In the records below, find the line containing "ring mcp: (383, 406)" and the line containing "thumb cmc: (322, 225)". Give again exactly those lines and every line between them, omitting the pictures.

_Record excerpts_
....................

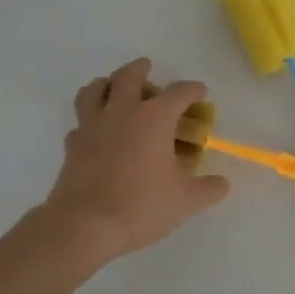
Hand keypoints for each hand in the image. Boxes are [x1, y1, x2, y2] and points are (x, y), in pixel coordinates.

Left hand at [42, 58, 229, 265]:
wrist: (84, 225)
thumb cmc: (141, 206)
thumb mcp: (186, 201)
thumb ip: (209, 188)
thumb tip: (222, 183)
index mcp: (154, 118)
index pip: (178, 92)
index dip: (192, 89)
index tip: (200, 92)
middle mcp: (122, 112)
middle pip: (128, 76)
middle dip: (141, 69)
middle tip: (147, 68)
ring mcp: (92, 126)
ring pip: (95, 89)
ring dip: (107, 83)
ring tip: (114, 89)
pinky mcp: (73, 145)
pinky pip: (81, 122)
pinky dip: (91, 121)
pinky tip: (98, 133)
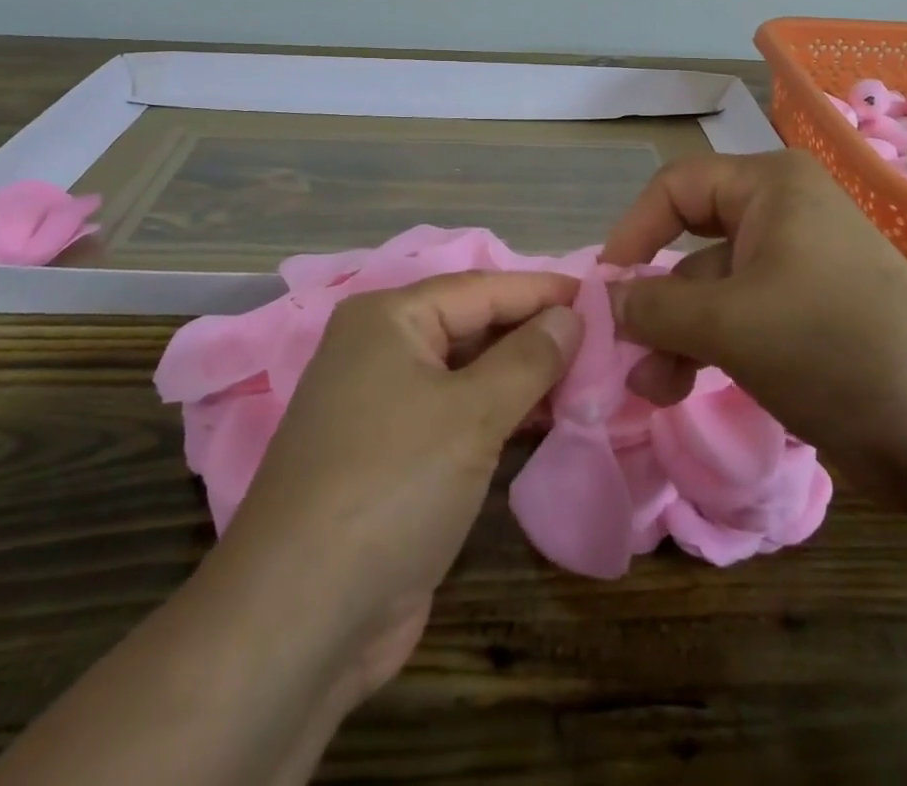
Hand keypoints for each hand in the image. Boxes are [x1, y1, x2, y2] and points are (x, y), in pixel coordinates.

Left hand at [211, 270, 582, 706]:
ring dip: (524, 377)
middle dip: (537, 335)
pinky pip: (458, 417)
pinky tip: (546, 422)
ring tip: (590, 380)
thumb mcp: (472, 413)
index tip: (604, 295)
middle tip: (605, 342)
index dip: (545, 291)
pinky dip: (501, 415)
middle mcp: (381, 350)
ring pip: (469, 374)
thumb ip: (530, 357)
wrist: (301, 618)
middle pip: (475, 327)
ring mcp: (383, 406)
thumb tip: (572, 315)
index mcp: (389, 319)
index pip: (483, 289)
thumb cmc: (393, 485)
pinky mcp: (392, 457)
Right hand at [600, 150, 906, 495]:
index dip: (634, 231)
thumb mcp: (728, 322)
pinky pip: (740, 318)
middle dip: (655, 299)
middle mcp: (783, 214)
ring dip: (676, 335)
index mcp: (771, 186)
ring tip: (652, 388)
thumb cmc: (830, 345)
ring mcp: (797, 267)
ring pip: (713, 289)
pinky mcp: (807, 315)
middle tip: (623, 347)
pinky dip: (707, 348)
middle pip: (691, 241)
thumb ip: (654, 305)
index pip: (676, 187)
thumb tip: (607, 299)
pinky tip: (681, 389)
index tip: (605, 285)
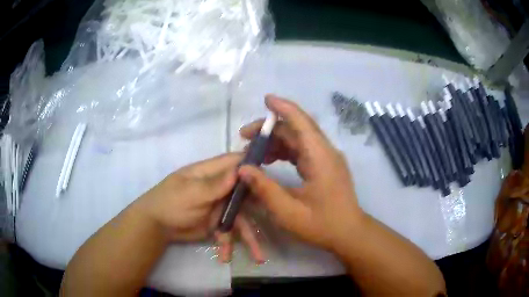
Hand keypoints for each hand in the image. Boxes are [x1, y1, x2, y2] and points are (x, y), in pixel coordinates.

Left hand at [135, 153, 263, 262]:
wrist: (156, 226)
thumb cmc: (170, 202)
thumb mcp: (191, 193)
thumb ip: (215, 184)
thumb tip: (239, 169)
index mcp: (211, 173)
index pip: (236, 163)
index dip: (254, 167)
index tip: (272, 175)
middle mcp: (220, 188)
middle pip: (245, 193)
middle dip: (260, 208)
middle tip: (279, 220)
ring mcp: (219, 207)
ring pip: (240, 219)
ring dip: (248, 237)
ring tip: (258, 257)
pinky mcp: (217, 223)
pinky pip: (228, 233)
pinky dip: (228, 245)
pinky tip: (225, 257)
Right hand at [238, 95, 364, 251]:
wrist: (349, 233)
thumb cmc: (322, 225)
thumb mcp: (289, 212)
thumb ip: (264, 188)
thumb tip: (242, 168)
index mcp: (320, 157)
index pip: (301, 122)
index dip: (283, 107)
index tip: (265, 99)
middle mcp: (325, 151)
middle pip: (296, 129)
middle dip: (270, 129)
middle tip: (245, 138)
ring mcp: (327, 158)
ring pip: (299, 139)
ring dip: (276, 141)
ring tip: (253, 152)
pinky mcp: (325, 165)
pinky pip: (303, 150)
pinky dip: (285, 151)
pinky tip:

....................

_Reply to the exercise_
ring mcp: (383, 406)
thumb tip: (572, 315)
index mcp: (389, 319)
index pip: (483, 289)
thumb cmc: (393, 485)
pinky mcp: (392, 457)
Right hand at [600, 150, 906, 495]:
index dip: (634, 231)
thumb mcp: (728, 322)
pinky pip: (740, 318)
middle dip: (655, 299)
middle mcp: (783, 214)
ring dip: (676, 335)
index mcp: (771, 186)
ring tip: (652, 388)
thumb cmc: (830, 345)
ring mcp: (797, 267)
ring pip: (713, 289)
pinky mcp: (807, 315)
middle tip: (623, 347)
pinky dip: (707, 348)
middle pip: (691, 241)
thumb ip: (654, 305)
index pip: (676, 187)
thumb tip: (607, 299)
pinky tip: (681, 389)
index tip: (605, 285)
Hand keypoints for each hand in the image. Boxes are [x1, y1, x2, y2] and points are (x, y), in pixel coordinates.

Left hand at [135, 153, 263, 262]:
wrist: (156, 226)
thumb cmc: (170, 202)
thumb mcp: (191, 193)
thumb ip: (215, 184)
thumb tip: (239, 169)
index mcp: (211, 173)
index pip: (236, 163)
index dip: (254, 167)
index tip: (272, 175)
middle mcp: (220, 188)
middle pip: (245, 193)
middle dip: (260, 208)
middle tip: (279, 220)
ring mcp: (219, 207)
ring pip: (240, 219)
ring dip: (248, 237)
ring tip: (258, 257)
pinky mcp: (217, 223)
pinky pip: (228, 233)
pinky dip: (228, 245)
pinky tip: (225, 257)
Right hand at [238, 95, 364, 251]:
wrist: (349, 233)
thumb cmc: (322, 225)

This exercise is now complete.